What To Expect From The EUR/USD

Yesterday, trading on international markets was thin as several European markets and the US were closed for a public holiday. At the start of the new trading week, sentiment on risk wasn’t that bad. Investors drew some comfort as opinion polls in Greece indicated that the conservative ND parity is (re)gaining support. The news triggered some kind of a relief rally of EUR/USD as shorts were reduced after last week’s steep losses. EUR/USD reached a correction high in the 1.2625 area early in European trading. However, the move lacked power and ran soon into resistance. The uptick was used to further offload euro long exposure. Later in the session, a similar pattern was seen on most European equity markets.

During the afternoon session, sentiment on European markets faltered further. The positive ‘reaction to the Greek polls was reversed as several headlines on the Spanish lender Bankia hit the screens. The troubled Spanish lender received €19B to address a capital shortfall. At the same time there was also still a lot of uncertainty on financial position of the Spanish regions. Spanish spreads were sharply wider, reaching 500+ levels. EUR/USD was already off the highs and the sell-off accelerated late in the session. EUR/USD came within striking distance of Friday’s lows, but a real test didn’t occur. Nevertheless, the yesterday’s price pattern only confirms that EUR/USD is still captured in a sell on-upticks price pattern. The pair closed the day at 1.2541 compared to 1.2517 on Friday. 
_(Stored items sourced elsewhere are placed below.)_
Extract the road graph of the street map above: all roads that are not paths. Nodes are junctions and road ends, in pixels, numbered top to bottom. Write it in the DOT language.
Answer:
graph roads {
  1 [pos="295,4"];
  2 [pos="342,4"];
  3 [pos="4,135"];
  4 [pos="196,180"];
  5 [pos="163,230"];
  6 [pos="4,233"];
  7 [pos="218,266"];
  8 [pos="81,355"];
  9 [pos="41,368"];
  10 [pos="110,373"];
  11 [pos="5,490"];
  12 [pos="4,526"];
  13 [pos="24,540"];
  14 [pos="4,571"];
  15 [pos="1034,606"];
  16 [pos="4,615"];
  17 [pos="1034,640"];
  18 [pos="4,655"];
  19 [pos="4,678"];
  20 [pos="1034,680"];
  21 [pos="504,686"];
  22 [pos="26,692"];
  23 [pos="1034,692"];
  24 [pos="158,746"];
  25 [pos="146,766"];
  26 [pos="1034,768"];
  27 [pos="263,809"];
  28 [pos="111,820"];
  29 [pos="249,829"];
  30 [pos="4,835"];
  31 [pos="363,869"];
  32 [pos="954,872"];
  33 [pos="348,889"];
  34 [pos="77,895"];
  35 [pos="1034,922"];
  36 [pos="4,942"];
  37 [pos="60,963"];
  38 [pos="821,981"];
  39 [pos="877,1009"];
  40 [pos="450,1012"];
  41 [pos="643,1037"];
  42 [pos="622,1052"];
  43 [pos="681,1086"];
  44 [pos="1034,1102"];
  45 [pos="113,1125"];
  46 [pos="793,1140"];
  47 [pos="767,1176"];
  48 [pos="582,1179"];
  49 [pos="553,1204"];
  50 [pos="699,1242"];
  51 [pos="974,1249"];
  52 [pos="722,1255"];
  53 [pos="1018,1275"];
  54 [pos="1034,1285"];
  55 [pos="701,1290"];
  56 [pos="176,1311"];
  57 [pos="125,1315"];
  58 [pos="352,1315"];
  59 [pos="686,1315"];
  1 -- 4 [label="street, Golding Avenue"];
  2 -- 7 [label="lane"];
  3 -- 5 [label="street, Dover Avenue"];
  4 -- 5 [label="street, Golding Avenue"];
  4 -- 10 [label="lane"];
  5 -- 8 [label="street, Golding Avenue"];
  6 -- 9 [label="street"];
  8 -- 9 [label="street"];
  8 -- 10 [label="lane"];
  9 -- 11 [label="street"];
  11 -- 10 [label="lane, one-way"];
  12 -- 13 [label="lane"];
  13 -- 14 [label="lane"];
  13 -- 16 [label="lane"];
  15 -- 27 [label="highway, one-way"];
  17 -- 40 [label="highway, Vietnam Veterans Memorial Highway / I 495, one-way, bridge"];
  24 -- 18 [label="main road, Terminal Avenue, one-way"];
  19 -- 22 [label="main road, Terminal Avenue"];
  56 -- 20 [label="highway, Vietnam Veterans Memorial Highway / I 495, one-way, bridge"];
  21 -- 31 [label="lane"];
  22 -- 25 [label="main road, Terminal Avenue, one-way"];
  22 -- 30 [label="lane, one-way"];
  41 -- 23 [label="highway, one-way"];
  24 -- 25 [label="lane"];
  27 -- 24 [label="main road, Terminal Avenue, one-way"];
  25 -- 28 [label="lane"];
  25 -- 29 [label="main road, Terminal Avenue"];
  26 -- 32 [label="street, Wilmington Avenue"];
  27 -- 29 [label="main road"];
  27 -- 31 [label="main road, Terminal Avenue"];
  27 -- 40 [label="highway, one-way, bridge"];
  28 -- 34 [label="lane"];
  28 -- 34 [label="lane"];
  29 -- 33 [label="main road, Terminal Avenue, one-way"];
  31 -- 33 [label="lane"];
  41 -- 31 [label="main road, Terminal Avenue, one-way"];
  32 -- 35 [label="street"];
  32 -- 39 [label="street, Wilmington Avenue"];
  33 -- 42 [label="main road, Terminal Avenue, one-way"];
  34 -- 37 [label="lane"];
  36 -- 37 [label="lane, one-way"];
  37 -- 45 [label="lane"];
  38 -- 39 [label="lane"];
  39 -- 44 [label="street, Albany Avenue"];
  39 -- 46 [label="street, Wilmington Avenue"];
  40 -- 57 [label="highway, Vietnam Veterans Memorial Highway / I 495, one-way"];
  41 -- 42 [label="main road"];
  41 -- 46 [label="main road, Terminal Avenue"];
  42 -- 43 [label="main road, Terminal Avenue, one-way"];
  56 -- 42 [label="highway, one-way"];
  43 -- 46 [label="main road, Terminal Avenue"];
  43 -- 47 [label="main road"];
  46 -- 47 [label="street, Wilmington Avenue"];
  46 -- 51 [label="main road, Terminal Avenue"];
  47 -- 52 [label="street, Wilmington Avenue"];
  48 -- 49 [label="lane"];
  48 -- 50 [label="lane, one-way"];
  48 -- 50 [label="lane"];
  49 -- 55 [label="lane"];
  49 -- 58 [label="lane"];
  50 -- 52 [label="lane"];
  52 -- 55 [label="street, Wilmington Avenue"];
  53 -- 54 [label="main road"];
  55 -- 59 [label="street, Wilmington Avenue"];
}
Today, the calendar is moderately interesting. In Europe, the German May CPI data will be published. Inflation is not the main focus of markets today. However, a soft figure might make things easier for the ECB to make its U-turn on more policy stimulation. In the US, the consumer confidence and the CS house prices will be published. For the consumer confidence released we see the risks to the downside of consensus. In the current environment, the euro is again a very sensitive barometer for risk. So, we doubt that there is any upside for EUR/USD in case of a weaker than expected figure, on the contrary. The economic developments in the US are interesting, but the focus will remain on Europe. At least for now, we don’t have the impression that a solution of the EMU debt crisis is coming closer, on the contrary. Greece is no longer the only source of heightened event risk. The financial situation in Spain is also becoming a permanent source of event risk. In this context, we don’t see any room for a sustained comeback of the single currency. This morning in Asia, equities don’t perform that bad (speculation on more policy stimulation in China?). However, we doubt that these kinds of factors will be enough to stop the downward spiral of EUR/USD. This is also the case for the US eco data that will be published at the end of this week.